§ Task objective
Every line containing the string "Hallerstraße" is to be copied from the records.

§ Data to use
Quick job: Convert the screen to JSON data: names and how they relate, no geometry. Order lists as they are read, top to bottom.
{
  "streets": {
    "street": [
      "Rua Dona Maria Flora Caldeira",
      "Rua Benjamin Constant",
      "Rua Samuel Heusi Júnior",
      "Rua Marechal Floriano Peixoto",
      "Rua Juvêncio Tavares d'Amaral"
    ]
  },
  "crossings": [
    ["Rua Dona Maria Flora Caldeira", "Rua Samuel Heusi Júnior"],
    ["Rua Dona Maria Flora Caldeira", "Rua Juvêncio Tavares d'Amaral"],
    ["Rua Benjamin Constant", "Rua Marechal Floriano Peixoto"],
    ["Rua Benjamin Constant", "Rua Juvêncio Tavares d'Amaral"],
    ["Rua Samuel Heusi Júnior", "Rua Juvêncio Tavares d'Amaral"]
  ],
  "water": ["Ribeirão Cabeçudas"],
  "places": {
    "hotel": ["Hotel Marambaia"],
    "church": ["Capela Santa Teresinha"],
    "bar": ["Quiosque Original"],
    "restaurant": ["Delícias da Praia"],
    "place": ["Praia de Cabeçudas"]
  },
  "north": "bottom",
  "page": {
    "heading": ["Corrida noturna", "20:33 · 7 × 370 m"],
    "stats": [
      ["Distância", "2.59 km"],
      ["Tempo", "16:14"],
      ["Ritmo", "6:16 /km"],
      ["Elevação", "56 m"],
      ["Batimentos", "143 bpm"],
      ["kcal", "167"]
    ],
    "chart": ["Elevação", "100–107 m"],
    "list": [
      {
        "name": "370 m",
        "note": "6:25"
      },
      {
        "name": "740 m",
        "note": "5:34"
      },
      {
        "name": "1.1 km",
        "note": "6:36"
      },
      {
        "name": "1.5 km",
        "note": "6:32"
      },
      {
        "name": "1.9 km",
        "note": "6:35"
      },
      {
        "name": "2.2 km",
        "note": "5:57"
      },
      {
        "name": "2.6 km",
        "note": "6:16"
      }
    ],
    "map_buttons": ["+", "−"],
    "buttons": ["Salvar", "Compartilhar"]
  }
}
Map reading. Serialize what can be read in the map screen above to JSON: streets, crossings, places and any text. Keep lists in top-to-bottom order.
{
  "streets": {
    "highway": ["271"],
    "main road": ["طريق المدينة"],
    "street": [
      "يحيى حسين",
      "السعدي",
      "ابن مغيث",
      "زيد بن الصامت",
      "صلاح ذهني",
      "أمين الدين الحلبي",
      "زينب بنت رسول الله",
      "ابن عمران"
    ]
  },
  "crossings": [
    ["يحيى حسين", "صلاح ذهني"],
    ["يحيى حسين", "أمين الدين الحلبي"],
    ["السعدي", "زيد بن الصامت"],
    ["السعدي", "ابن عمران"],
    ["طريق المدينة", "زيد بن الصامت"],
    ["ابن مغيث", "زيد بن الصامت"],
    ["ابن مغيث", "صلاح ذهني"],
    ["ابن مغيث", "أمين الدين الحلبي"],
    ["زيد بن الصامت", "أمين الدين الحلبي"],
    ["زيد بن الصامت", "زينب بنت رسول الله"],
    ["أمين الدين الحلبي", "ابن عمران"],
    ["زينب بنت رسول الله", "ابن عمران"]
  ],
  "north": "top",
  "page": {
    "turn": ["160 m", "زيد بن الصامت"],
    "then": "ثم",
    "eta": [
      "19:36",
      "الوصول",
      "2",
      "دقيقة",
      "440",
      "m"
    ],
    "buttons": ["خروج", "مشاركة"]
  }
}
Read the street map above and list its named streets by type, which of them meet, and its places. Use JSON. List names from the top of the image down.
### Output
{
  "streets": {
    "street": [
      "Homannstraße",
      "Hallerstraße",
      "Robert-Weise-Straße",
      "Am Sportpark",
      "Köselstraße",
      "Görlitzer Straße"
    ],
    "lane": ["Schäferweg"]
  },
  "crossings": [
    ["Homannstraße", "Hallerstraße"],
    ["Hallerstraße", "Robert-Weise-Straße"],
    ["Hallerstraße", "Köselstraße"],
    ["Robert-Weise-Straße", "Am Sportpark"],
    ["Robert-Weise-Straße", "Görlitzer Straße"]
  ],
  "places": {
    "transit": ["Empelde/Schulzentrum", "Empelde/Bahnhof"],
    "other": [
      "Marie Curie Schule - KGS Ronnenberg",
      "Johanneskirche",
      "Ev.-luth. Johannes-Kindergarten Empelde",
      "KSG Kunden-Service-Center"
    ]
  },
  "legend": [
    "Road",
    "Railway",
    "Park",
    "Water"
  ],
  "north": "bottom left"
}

§ Solution
      "Hallerstraße",
    ["Homannstraße", "Hallerstraße"],
    ["Hallerstraße", "Robert-Weise-Straße"],
    ["Hallerstraße", "Köselstraße"],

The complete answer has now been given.